Il disagio del personale
“Le difficoltà dei pronto soccorso italiani sono il sintomo di una crisi più ampia del Servizio sanitario nazionale – afferma Pierino Di Silverio, segretario nazionale di Anaao Assomed -. Le cause principali sono anzitutto la carenza di migliaia di medici specialisti, con previsioni che indicano circa 4.500 operatori in meno rispetto a quelli necessari. A questo si aggiungono le condizioni di lavoro precarie. L’eccessivo carico e le condizioni al limite della sopportabilità portano a una fuga di medici dal settore, anche a causa della scarsa attrattività delle retribuzioni”.
Il sindacato dei medici ospedalieri ha promosso a Roma un incontro per parlare del quotidiano dei medici impegnati nei presidi di emergenza-urgenza, che si sono raccontati anche attraverso le storie di vita divenuti libri.
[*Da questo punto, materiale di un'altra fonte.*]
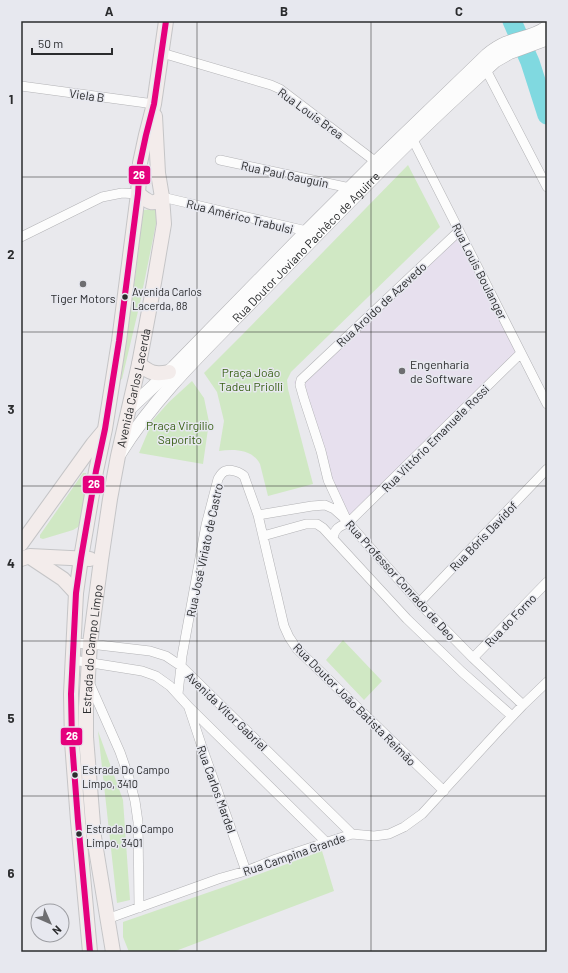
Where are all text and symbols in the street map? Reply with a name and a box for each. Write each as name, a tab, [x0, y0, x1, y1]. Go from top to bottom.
text: A	[105, 3, 114, 19]
text: B	[280, 3, 288, 19]
text: C	[455, 3, 463, 19]
scale bar	[32, 30, 112, 56]
text: 50 m	[38, 36, 63, 50]
street label: Rua Louis Brea	[275, 85, 347, 141]
street label: Viela B	[69, 86, 105, 104]
text: 1	[9, 91, 13, 107]
street label: Rua Paul Gauguin	[240, 158, 330, 190]
line badge: 26	[128, 165, 151, 185]
text: 26	[133, 168, 145, 181]
street label: Rua Doutor Joviano Pachêco de Aguirre	[229, 169, 382, 325]
street label: Rua Américo Trabulsi	[185, 196, 295, 236]
street label: Rua Louis Boulanger	[450, 220, 511, 322]
text: 2	[7, 246, 15, 262]
street label: Rua Aroldo de Azevedo	[333, 259, 429, 349]
marker: Tiger Motors	[78, 279, 88, 289]
place label: Avenida Carlos Lacerda, 88	[132, 285, 202, 312]
place label: Tiger Motors	[50, 291, 116, 305]
marker: Avenida Carlos Lacerda, 88	[120, 292, 130, 302]
street label: Avenida Carlos Lacerda	[113, 327, 153, 449]
place label: Engenharia de Software	[410, 357, 473, 385]
park label: Praça João Tadeu Priolli	[219, 365, 283, 393]
marker: Engenharia de Software	[397, 366, 407, 376]
street label: Rua Vittório Emanuele Rossi	[378, 381, 492, 495]
text: 3	[7, 401, 15, 417]
park label: Praça Virgílio Saporito	[146, 418, 214, 446]
line badge: 26	[82, 475, 105, 494]
text: 26	[88, 477, 100, 490]
street label: Rua José Víriato de Castro	[183, 482, 225, 618]
street label: Rua Bóris Davidof	[446, 498, 520, 574]
street label: Rua Professor Conrado de Deo	[343, 517, 459, 643]
text: 4	[7, 555, 15, 571]
street label: Estrada do Campo Limpo	[79, 583, 105, 714]
street label: Rua do Forno	[481, 591, 539, 649]
street label: Rua Doutor João Batista Reimão	[291, 640, 419, 768]
street label: Avenida Vitor Gabriel	[183, 669, 271, 753]
text: 5	[7, 710, 15, 726]
line badge: 26	[60, 727, 83, 746]
text: 26	[66, 729, 78, 742]
street label: Rua Carlos Mardel	[195, 743, 239, 835]
place label: Estrada Do Campo Limpo, 3410	[82, 763, 170, 790]
marker: Estrada Do Campo Limpo, 3410	[70, 770, 80, 780]
place label: Estrada Do Campo Limpo, 3401	[86, 822, 174, 849]
marker: Estrada Do Campo Limpo, 3401	[74, 829, 84, 839]
street label: Rua Campina Grande	[241, 830, 347, 878]
text: 6	[8, 865, 15, 881]
north arrow	[30, 903, 70, 943]
text: N	[50, 923, 65, 938]

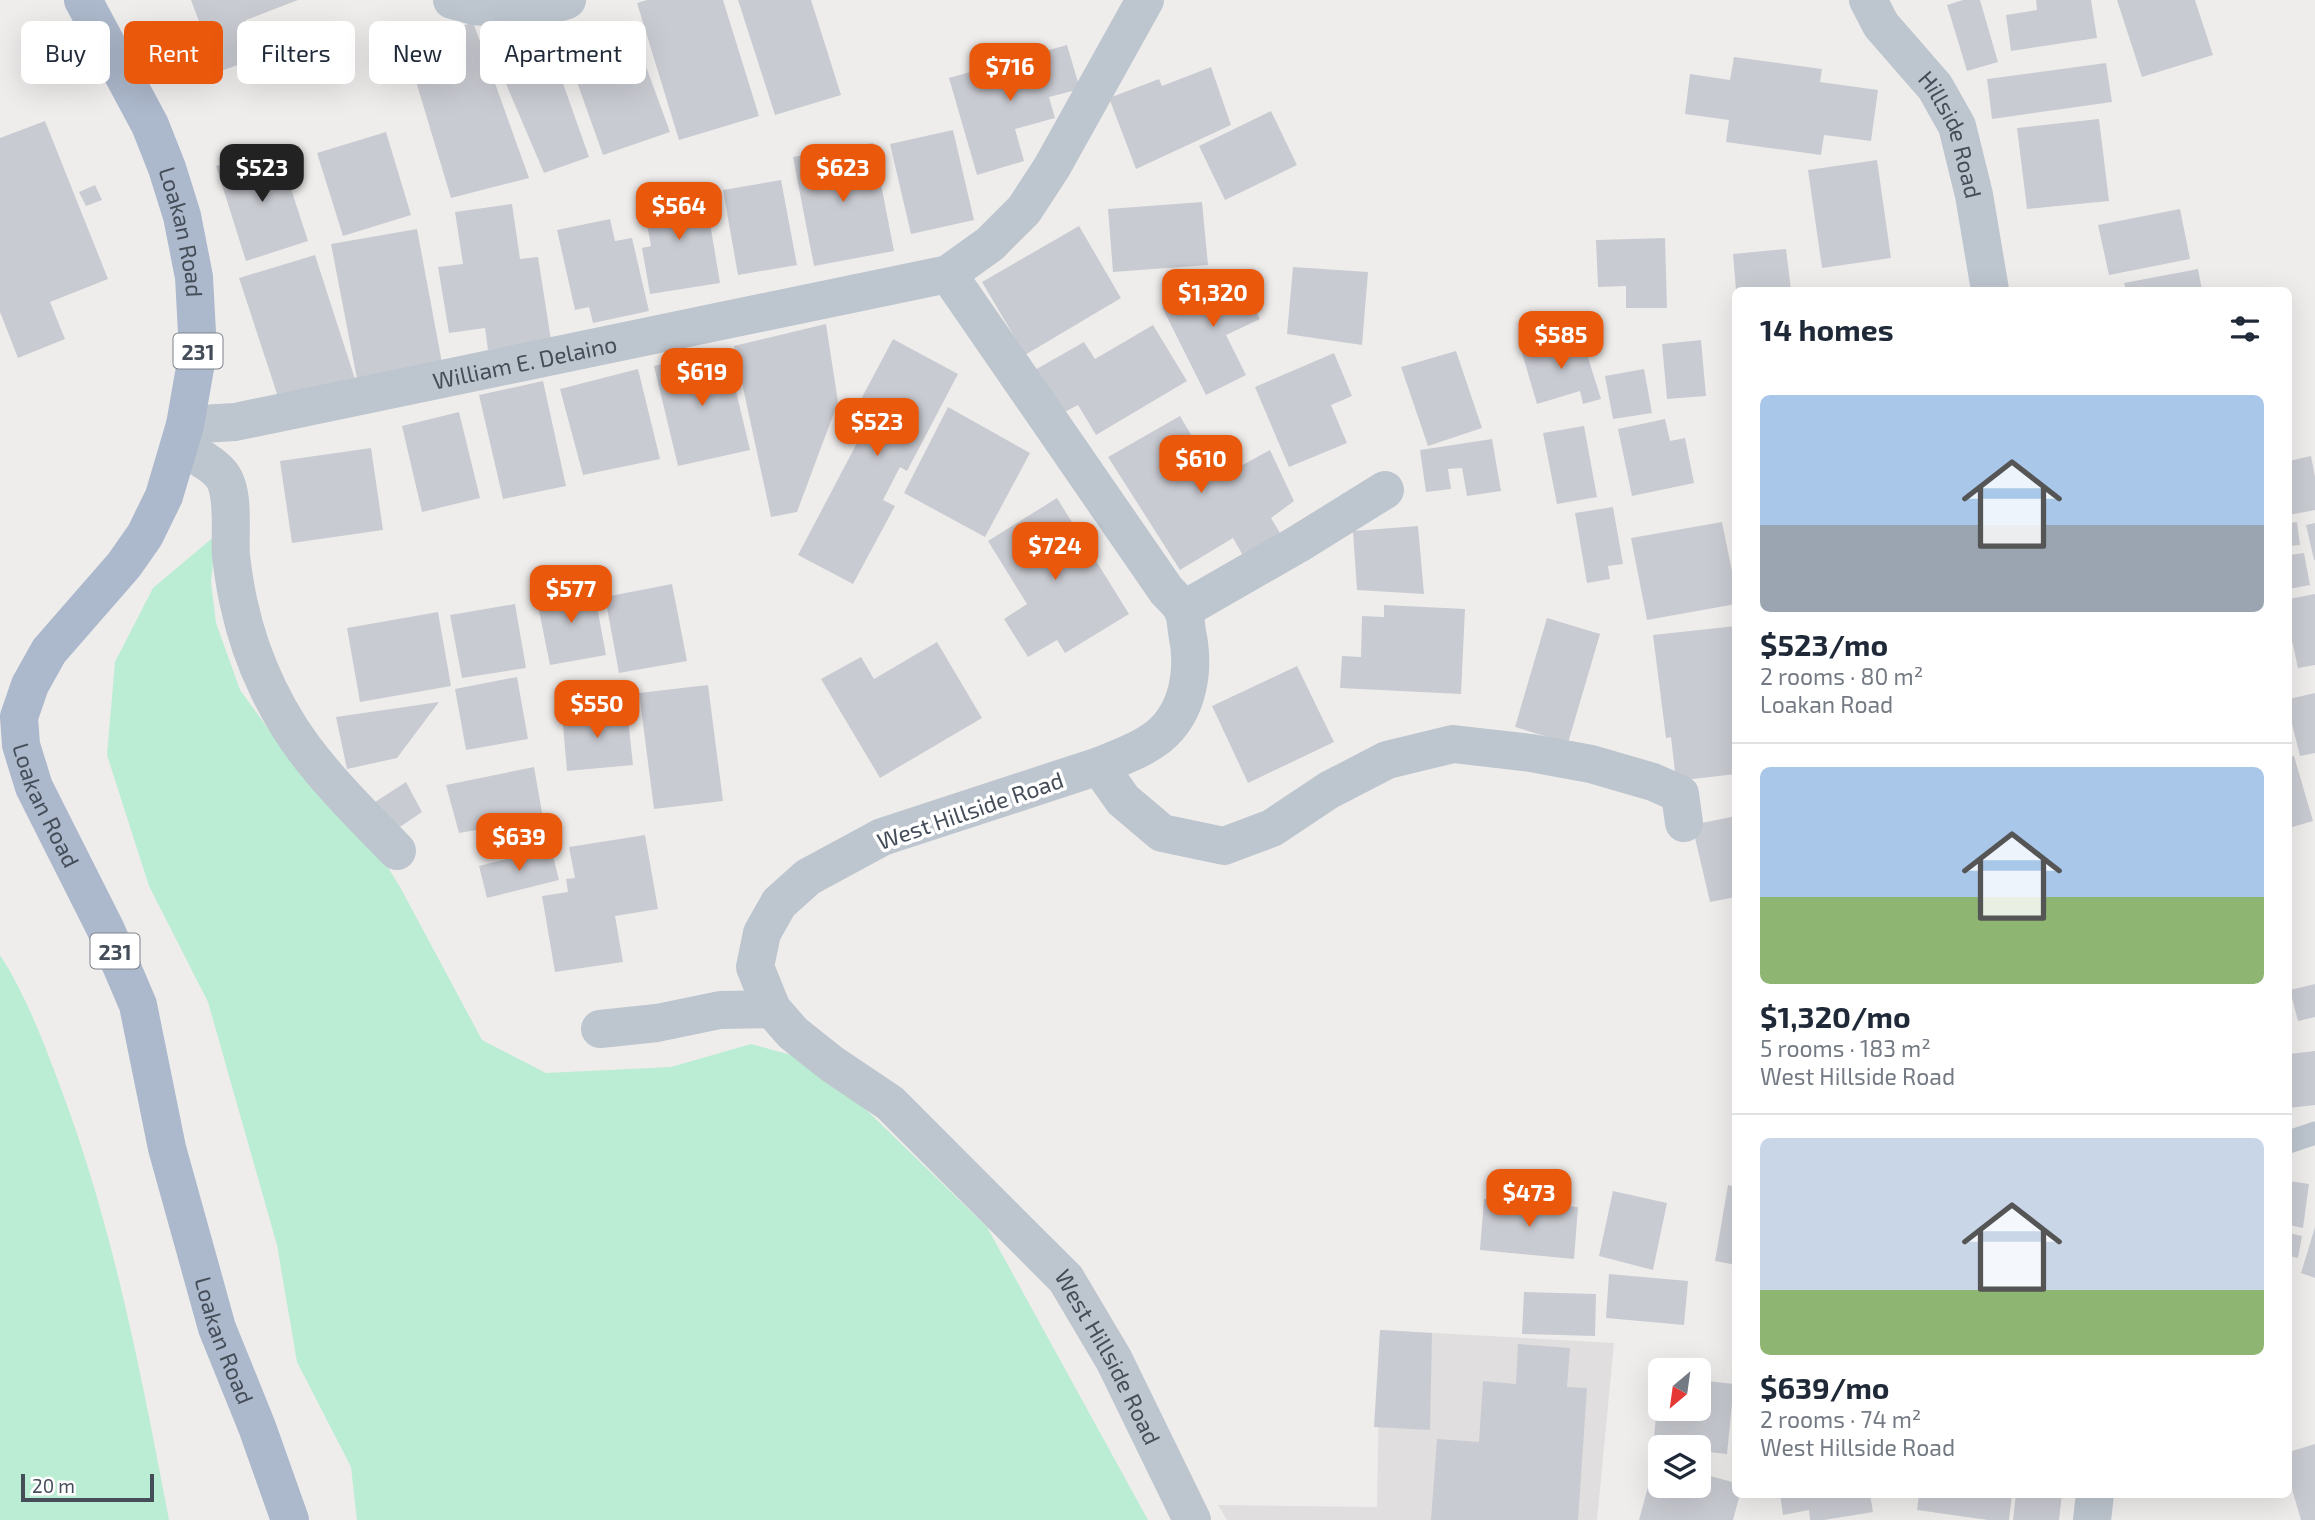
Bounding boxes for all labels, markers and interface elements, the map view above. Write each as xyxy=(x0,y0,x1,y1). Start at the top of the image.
chip: Buy xyxy=(21,21,110,84)
chip: Rent xyxy=(124,21,223,84)
chip: Filters xyxy=(237,21,355,84)
chip: New xyxy=(369,21,466,84)
chip: Apartment xyxy=(480,21,646,84)
pin: $716 xyxy=(969,43,1051,103)
text: $716 xyxy=(986,52,1035,80)
street label: Hillside Road xyxy=(1913,65,1988,201)
pin: $523 xyxy=(221,144,303,204)
pin: $623 xyxy=(802,144,884,204)
text: $523 xyxy=(236,153,288,181)
text: $623 xyxy=(816,153,870,181)
street label: Loakan Road xyxy=(153,163,209,298)
pin: $564 xyxy=(638,182,720,242)
text: $564 xyxy=(652,191,706,219)
pin: $1,320 xyxy=(1156,270,1270,329)
text: $1,320 xyxy=(1178,278,1248,306)
icon: filters xyxy=(2226,310,2264,348)
text: 14 homes xyxy=(1760,311,1894,347)
pin: $585 xyxy=(1520,312,1602,371)
text: $585 xyxy=(1534,320,1588,348)
street label: William E. Delaino xyxy=(430,329,619,395)
road number: 231 xyxy=(174,334,222,368)
pin: $619 xyxy=(661,348,743,408)
text: $619 xyxy=(677,357,727,385)
pin: $523 xyxy=(836,398,918,458)
text: $523 xyxy=(851,407,903,435)
pin: $610 xyxy=(1160,435,1242,495)
icon: home xyxy=(1949,441,2075,567)
text: $610 xyxy=(1175,444,1227,472)
pin: $724 xyxy=(1014,522,1096,582)
text: $724 xyxy=(1028,531,1082,559)
pin: $577 xyxy=(530,566,612,625)
text: $577 xyxy=(546,574,596,602)
text: $523/mo xyxy=(1760,626,1888,662)
text: 2 rooms · 80 m² xyxy=(1760,662,1923,690)
pin: $550 xyxy=(556,680,638,740)
text: $550 xyxy=(570,689,624,717)
text: Loakan Road xyxy=(1760,690,1893,718)
street label: Loakan Road xyxy=(7,739,86,872)
street label: West Hillside Road xyxy=(873,765,1067,855)
icon: home xyxy=(1949,813,2075,939)
pin: $639 xyxy=(478,814,560,873)
text: $639 xyxy=(492,822,546,850)
road number: 231 xyxy=(90,934,140,968)
text: $1,320/mo xyxy=(1760,998,1911,1034)
text: 5 rooms · 183 m² xyxy=(1760,1034,1931,1062)
text: West Hillside Road xyxy=(1760,1062,1955,1090)
pin: $473 xyxy=(1488,1170,1570,1229)
text: $473 xyxy=(1502,1178,1556,1206)
icon: home xyxy=(1949,1184,2075,1310)
street label: West Hillside Road xyxy=(1049,1264,1167,1449)
street label: Loakan Road xyxy=(189,1273,260,1408)
north arrow xyxy=(1648,1358,1712,1421)
map controls xyxy=(1648,1358,1711,1498)
text: $639/mo xyxy=(1760,1369,1890,1405)
text: 2 rooms · 74 m² xyxy=(1760,1405,1921,1433)
text: West Hillside Road xyxy=(1760,1433,1955,1461)
button: layers xyxy=(1648,1435,1711,1498)
scale bar xyxy=(21,1471,154,1503)
text: 20 m xyxy=(32,1474,75,1497)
Tra i partecipanti anche Michele Ruol, medico anestesista e autore del libro Inventario di quel che resta dopo che la foresta brucia, finalista del premio Strega 2025.
“A contribuire alle difficolta che i medici incontrano ogni giorno in pronto soccorso – sottolinea Di Silverio -. Non dobbiamo sottovalutare la trasformazione del sistema sanitario: il modello delle aziende ospedaliere, le aziende salute dove la cura è vista sempre più come un prodotto e non più come un servizio pubblico”.
Conclude il sindacalista: “Anaao Assomed non si limita alle critiche, ma avanza anche proposte concrete: interventi immediati per aumentare le risorse umane e logistiche, specialmente durante periodi di picco come la stagione influenzale, ma anche investimenti a lungo termine per rendere il lavoro nei dipartimenti di emergenza più appetibile. E’ necessaria però anche una riforma strutturale del nostro sistema, a partire dalla revisione del D.lgs. 502 del 1992”.